Of the first number forms that the world
used this is not the place to speak. Many
of them are interesting, but none had much
scientific value. In Europe the invention of
notation was generally assigned to the
eastern shores of the Mediterranean until
the critical period of about a century ago,
—sometimes to the Hebrews, sometimes
to the Egyptians, but more often to the
early trading Phœnicians.
[1]
The idea that our common numerals are
Arabic in origin is not an old one. The
mediæval and Renaissance writers
generally recognized them as Indian, and

many of them expressly stated that they
were of Hindu origin.
[2]
Others argued that
they were probably invented by the
Chaldeans or the Jews because they
increased in value from right to left, an
argument that would apply quite as well to
the Roman and Greek systems, or to any
other. It was, indeed, to the general idea
of notation that many of these writers
referred, as is evident from the words of
England's earliest arithmetical textbook-
maker, Robert Recorde (c. 1542): "In that
thinge all men do agree, that the Chaldays,
whiche fyrste inuented thys arte, did set
these figures as thei set all their letters. for
they wryte backwarde as you tearme it,
and so doo they reade. And that may
appeare in all Hebrewe, Chaldaye and
Arabike bookes where as the Greekes,
Latines, and all nations of Europe, do
wryte and reade from the lefte hand
towarde the ryghte."
[3]
Others, and among
them such influential writers as
Tartaglia
[4]
in Italy and Köbel

[5]
in
Germany, asserted the Arabic origin of the
numerals, while still others left the matter
undecided
[6]
or simply dismissed them as
"barbaric."
[7]
Of course the Arabs
themselves never laid claim to the
invention, always recognizing their
indebtedness to the Hindus both for the
numeral forms and for the distinguishing
feature of place value.
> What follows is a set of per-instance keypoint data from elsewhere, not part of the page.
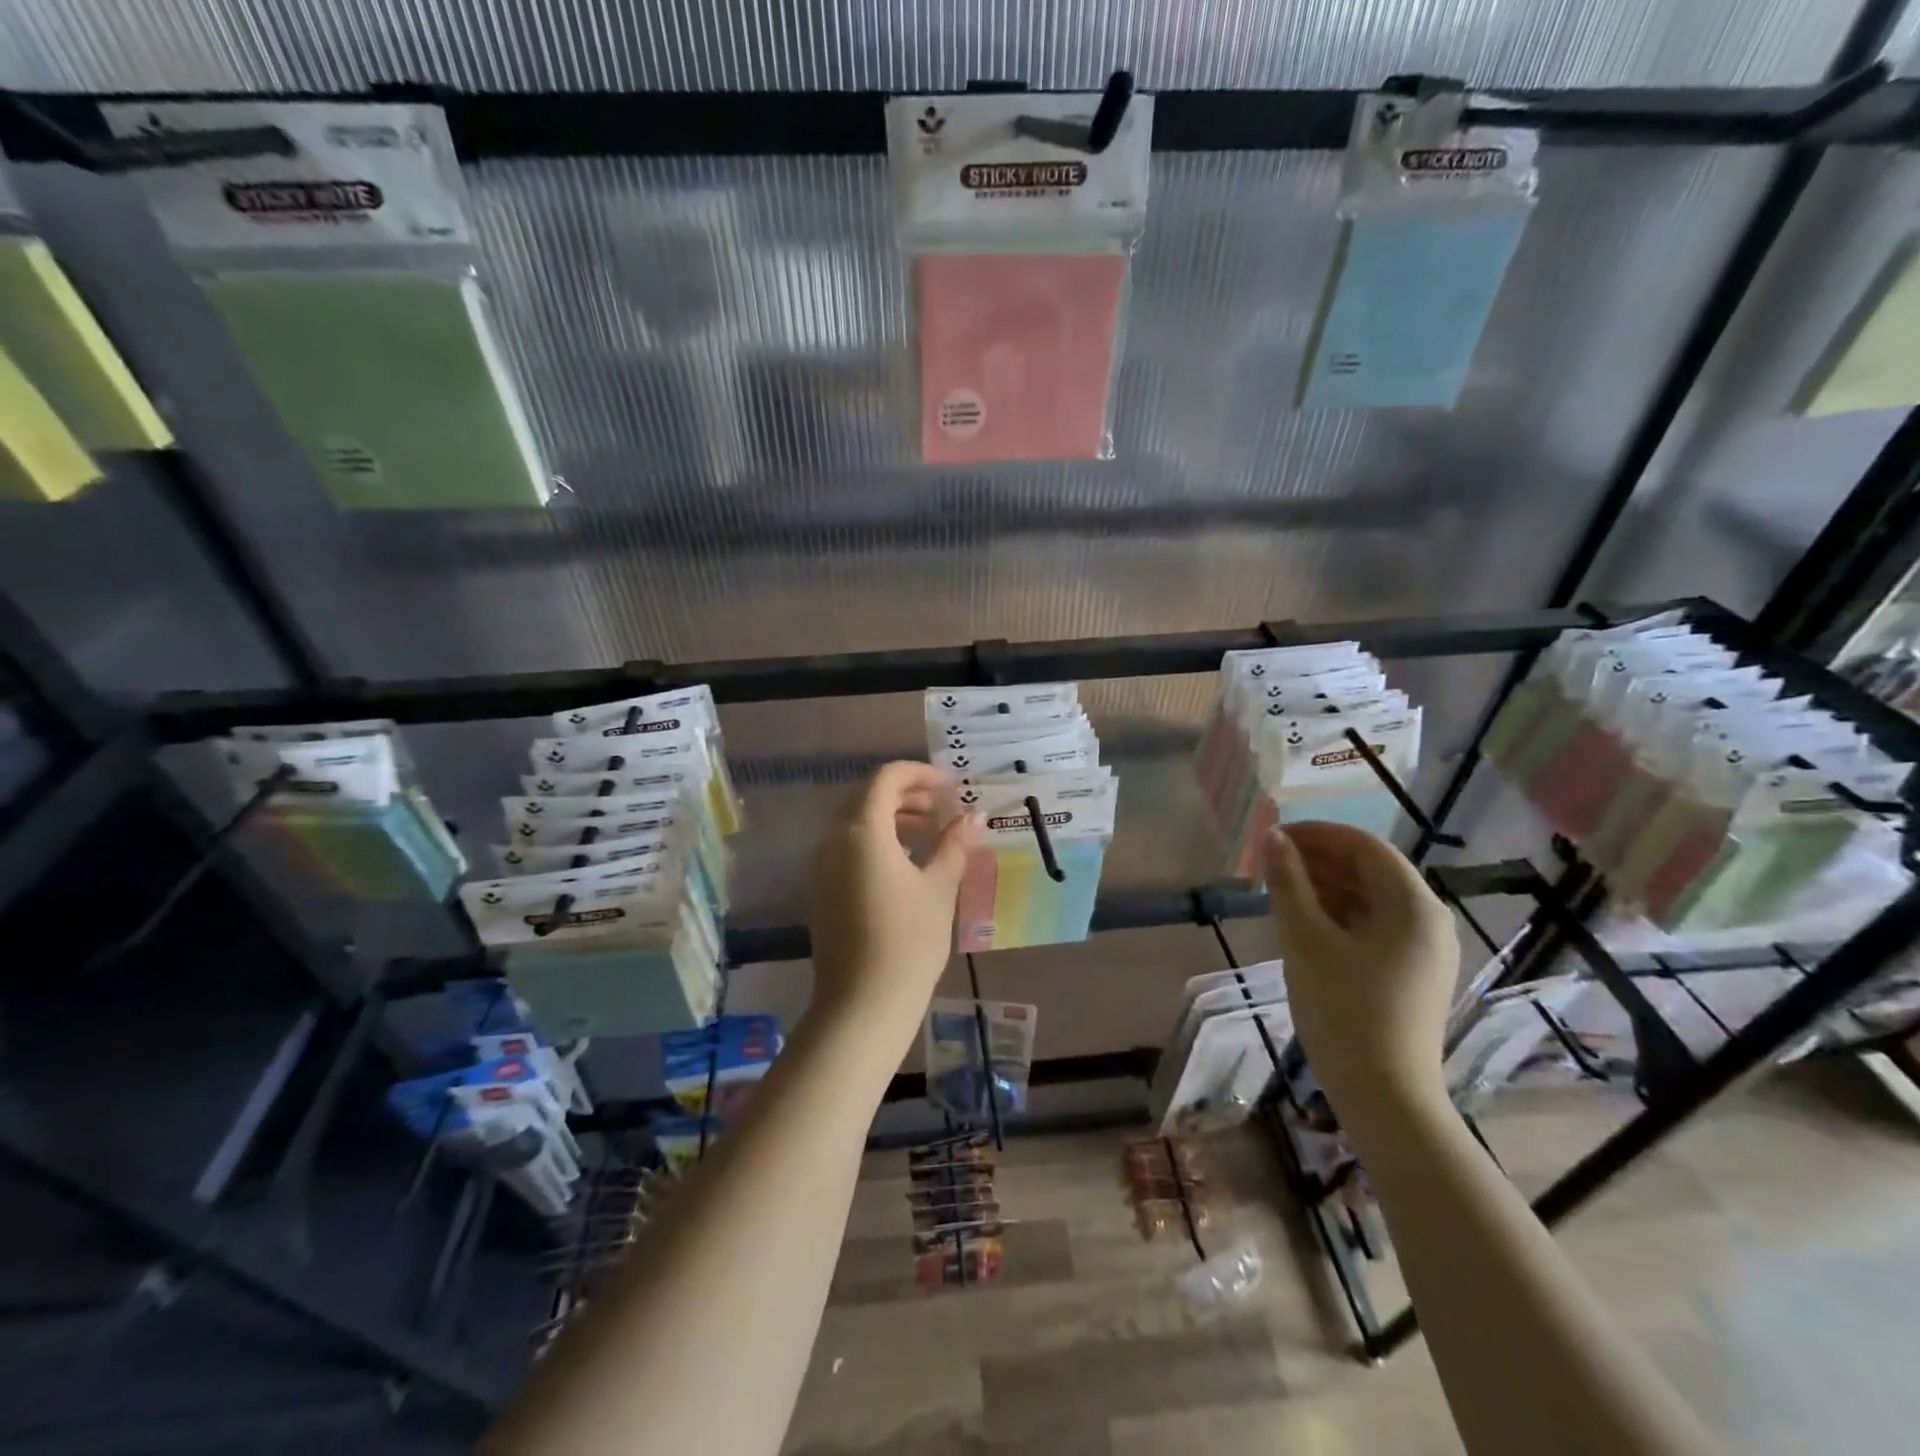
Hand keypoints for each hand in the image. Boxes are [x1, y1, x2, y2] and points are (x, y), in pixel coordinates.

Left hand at [808, 762, 978, 1045]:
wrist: (862, 1003)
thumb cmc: (908, 941)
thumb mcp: (939, 888)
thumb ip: (955, 844)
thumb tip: (973, 817)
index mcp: (862, 830)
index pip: (886, 778)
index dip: (919, 773)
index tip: (950, 786)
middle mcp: (834, 839)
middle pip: (867, 796)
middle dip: (907, 794)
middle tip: (943, 806)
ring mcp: (822, 865)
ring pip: (855, 821)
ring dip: (891, 816)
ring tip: (930, 832)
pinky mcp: (821, 888)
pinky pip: (847, 846)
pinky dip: (876, 839)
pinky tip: (906, 861)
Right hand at [1263, 822, 1458, 1118]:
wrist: (1384, 1096)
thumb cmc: (1343, 1010)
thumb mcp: (1306, 940)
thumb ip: (1288, 883)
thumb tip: (1273, 837)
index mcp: (1413, 905)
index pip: (1364, 846)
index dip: (1317, 834)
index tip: (1273, 837)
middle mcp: (1428, 920)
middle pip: (1370, 870)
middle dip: (1318, 860)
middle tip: (1269, 863)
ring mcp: (1424, 949)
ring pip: (1370, 898)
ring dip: (1325, 886)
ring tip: (1279, 890)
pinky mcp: (1412, 973)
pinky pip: (1373, 926)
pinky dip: (1338, 914)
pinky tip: (1304, 922)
Foremost among
these writers was the great master of the
golden age of Bagdad, one of the first of
the Arab writers to collect the
mathematical classics of both the East and
the West, preserving them and finally
passing them on to awakening Europe.
This man was Moḥammed the Son of
Moses, from Khowārezm, or, more after
the manner of the Arab, Moḥammed ibn
Mūsā al-Khowārazmī,
[8]
a man of great
learning and one to whom the world is
much indebted for its present knowledge
of algebra

[9]
and of arithmetic. Of him
there will often be occasion to speak; and
in the arithmetic which he wrote, and of
which Adelhard of Bath
[10]
(c. 1130) may
have made the translation or
paraphrase,
[11]
he stated distinctly that the
numerals were due to the Hindus.
[12]
This
is as plainly asserted by later Arab
writers, even to the present day.
[13]
Indeed
the phrase 'ilm hindī, "Indian science," is
used by them for arithmetic, as also the
adjective hindī alone.
[14]
Probably the most striking testimony from
Arabic sources is that given by the Arabic
traveler and scholar Mohammed ibn
Aḥmed, Abū 'l-Rīḥān al-Bīrūnī (973-
1048), who spent many years in
Hindustan. He wrote a large work on
India,
[15]

one on ancient chronology,
[16]
the "Book of the Ciphers," unfortunately
lost, which treated doubtless of the Hindu
art of calculating, and was the author of
numerous other works. Al-Bīrūnī was a
man of unusual attainments, being versed